Force est de constater que la France est devenue obsédée de l'islam. Que ce soit à gauche ou à droite, les discours anti-islamiques se sont généralisés dans le mépris le plus profond des vérités fondamentales de l'islam de France et de l'islam en général.

Nous allons, dans cet article, tenter de donner des pistes sur le pourquoi d'une telle obsession.

Du racisme à l'anti-islam, un transfert réussi

Le déclencheur du changement

L'islam, en tant que tel, n'est devenu un problème de société en France que depuis les attentats de 1995 en France puis ceux du 11 septembre 2001 aux Etats-Unis. Auparavant, les campagnes partisanes du type "Touche pas à mon pote" visaient le racisme (quand ils ne le suscitaient pas) mais pas l'islam. Les médias français, postérieurement au 11 septembre et en phase avec les médias américains, ont préparé les opinions publiques à la "vengeance légitime contre le terrorisme" et ont préparé les interventions militaires en Afghanistan et en Irak.

A partir de ce moment, un glissement a eu lieu dans la rhétorique raciste anti-arabe. Cette dernière s'est transformée en une position contre l'islam, position beaucoup plus politiquement correcte que la position raciste classique, objectivement indéfendable au grand jour.

Un glissement sémantique qui plaît à gauche comme à droite

S'il est raciste de "ne pas aimer" les arabes, il n'est pas raciste de ne pas aimer l'islam. L'islam est donc devenu le bouc émissaire facile car il est issu d'un transfert xénophobe très classique, transfert de la peur de l'autre vers la peur de la religion de l'autre. Le premier mouvement est interdit ou au moins réputé mauvais ; le second, lui, est parfaitement "acceptable", qui plus est dans une rhétorique des droits de l'homme (vus par les intellectuels français).

Le raisonnement devient vite caricatural et fait appel à l'assimilation : islam = burqa = esclavage des femmes = terrorisme. Ce raisonnement permet une posture intellectuelle : "nous, intellectuels républicains universalistes, nous sommes contre l'islam". L'islam est donc devenu le moyen pour les intellectuels d'accepter une xénophobie en la maquillant en défense des droits de l'homme.

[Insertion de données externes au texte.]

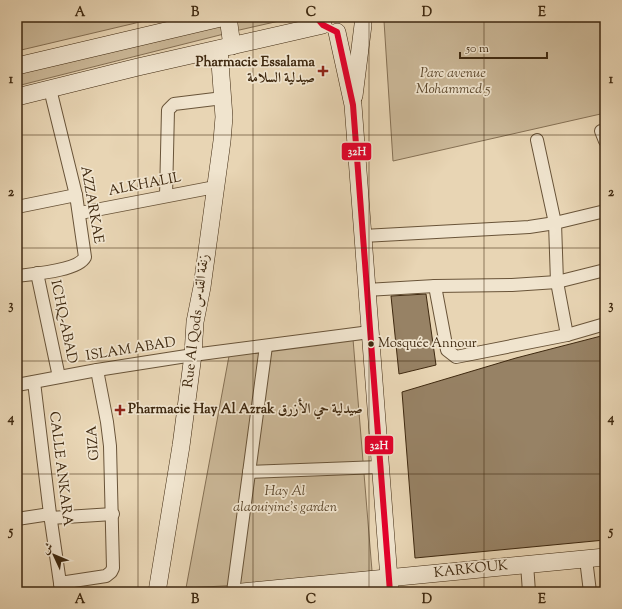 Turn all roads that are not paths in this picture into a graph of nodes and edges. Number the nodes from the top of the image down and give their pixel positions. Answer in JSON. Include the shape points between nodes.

Bien entendu, pour que le combat demeure "vivant", il est nécessaire que l'ennemi soit vivant mais qu'il ne puisse pas s'exprimer. Tariq Ramadan est l'un des intellectuels victime de ce grand cirque médiatique : on interdit ses conférences en France mais on continue à le critiquer par contumace sans pour autant lui donner de droit de réponse[1]. Or, dans le pays des débats, même si l'on est pas d'accord avec lui, la démocratie voudrait qu'on l'écoute. Il en va de même avec les responsables des associations musulmanes. Force est de constater qu'ils ne sont souvent pas les plus charismatiques ou les communicants les plus à l'aise pour faire la lumière sur ce qui est vrai et ce qui est faux dans la représentation de l'islam en France[2].

Les intellectuels "engagés", nous le savons, ont besoin d'un ennemi vivant pour exister, car ils n'existent le plus souvent que dans la division. Cet ennemi leur sert à montrer à quel point ils sont "combatifs" et "engagés" et leur permet de projeter leurs propres fantasmes.

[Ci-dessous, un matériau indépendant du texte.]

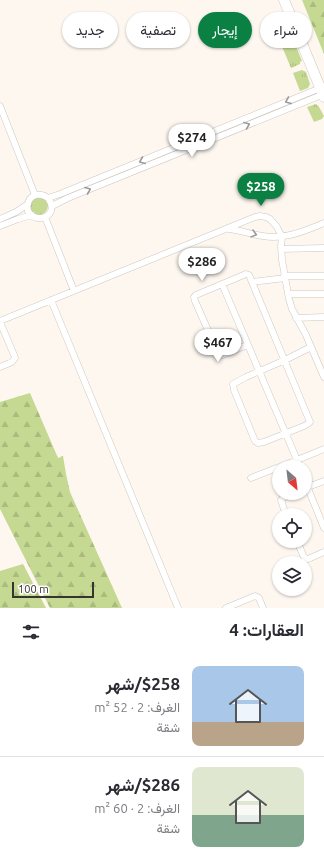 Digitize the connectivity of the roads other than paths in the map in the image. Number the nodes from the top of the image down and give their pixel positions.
1 (284, 0) edge
2 (292, 0) edge
3 (323, 90) edge
4 (0, 106) edge
5 (35, 195) junction
6 (48, 198) junction
7 (28, 204) junction
8 (52, 206) junction
9 (32, 215) junction
10 (45, 217) junction
11 (0, 220) edge
12 (324, 223) edge
13 (0, 226) edge
14 (226, 229) junction
15 (282, 237) junction
16 (324, 248) edge
17 (281, 249) junction
18 (324, 276) edge
19 (284, 277) junction
20 (252, 282) junction
21 (222, 284) junction
22 (74, 291) junction
23 (288, 294) junction
24 (324, 294) edge
25 (51, 300) junction
26 (324, 316) edge
27 (296, 318) junction
28 (0, 322) edge
29 (248, 345) junction
30 (311, 347) junction
31 (285, 360) junction
32 (0, 367) edge
33 (259, 371) junction
34 (324, 374) edge
35 (285, 433) junction
36 (324, 449) edge
37 (297, 460) joint
38 (272, 470) edge
39 (251, 478) dead end
40 (324, 481) edge
41 (312, 484) edge
42 (312, 498) edge
43 (322, 519) edge
44 (324, 528) edge
45 (300, 548) edge
46 (324, 552) edge
47 (178, 608) edge
48 (226, 608) edge
49 (263, 608) edge

1 - 3 main road
2 - 3 main road
3 -> 6 street
8 -> 3 street
4 - 5 street
5 - 6 street
5 - 7 street
6 - 8 street
7 - 9 street
7 - 11 street
8 - 10 street
9 - 10 street
9 - 13 street
10 - 22 street
12 - 15 street
14 -> 15 street
14 - 15 street
14 - 22 street
15 - 17 street
16 - 17 street
17 - 19 street
18 - 19 street
19 - 20 street
19 - 23 street
20 - 21 street
20 - 31 street
21 - 29 street
21 - 29 street
22 - 25 street
23 - 24 street
23 - 27 street
25 - 28 street
25 - 47 street
26 - 27 street
27 - 30 street
28 - 32 street
29 - 33 street
30 - 31 street
30 - 34 street
31 - 33 street
31 - 35 street
33 - 35 street
33 - 35 street
35 - 37 street
36 - 37 street
38 - 39 street
40 - 41 street
42 - 43 street
43 - 44 street
45 - 46 street
48 - 49 street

L'islam ravive de vieilles obsessions anticléricales françaises

La névrose collective originelle française

Derrière tout déchaînement anormal de passions, il est nécessaire de chercher une origine. La France n'étant pas a priori un pays très raciste (ceux qui n'en sont pas convaincus pourront aller aux Etats-Unis pour s'en rendre compte), la passion anti-islam va beaucoup plus loin dans sa persistance et dans sa violence que le simple transfert xénophobe ne pourrait l'expliquer.

Nous devons pour expliquer ce phénomène revenir quelques siècles en arrière. L'inconscient collectif français s'est bâti sur la révolution sanglante de 1789.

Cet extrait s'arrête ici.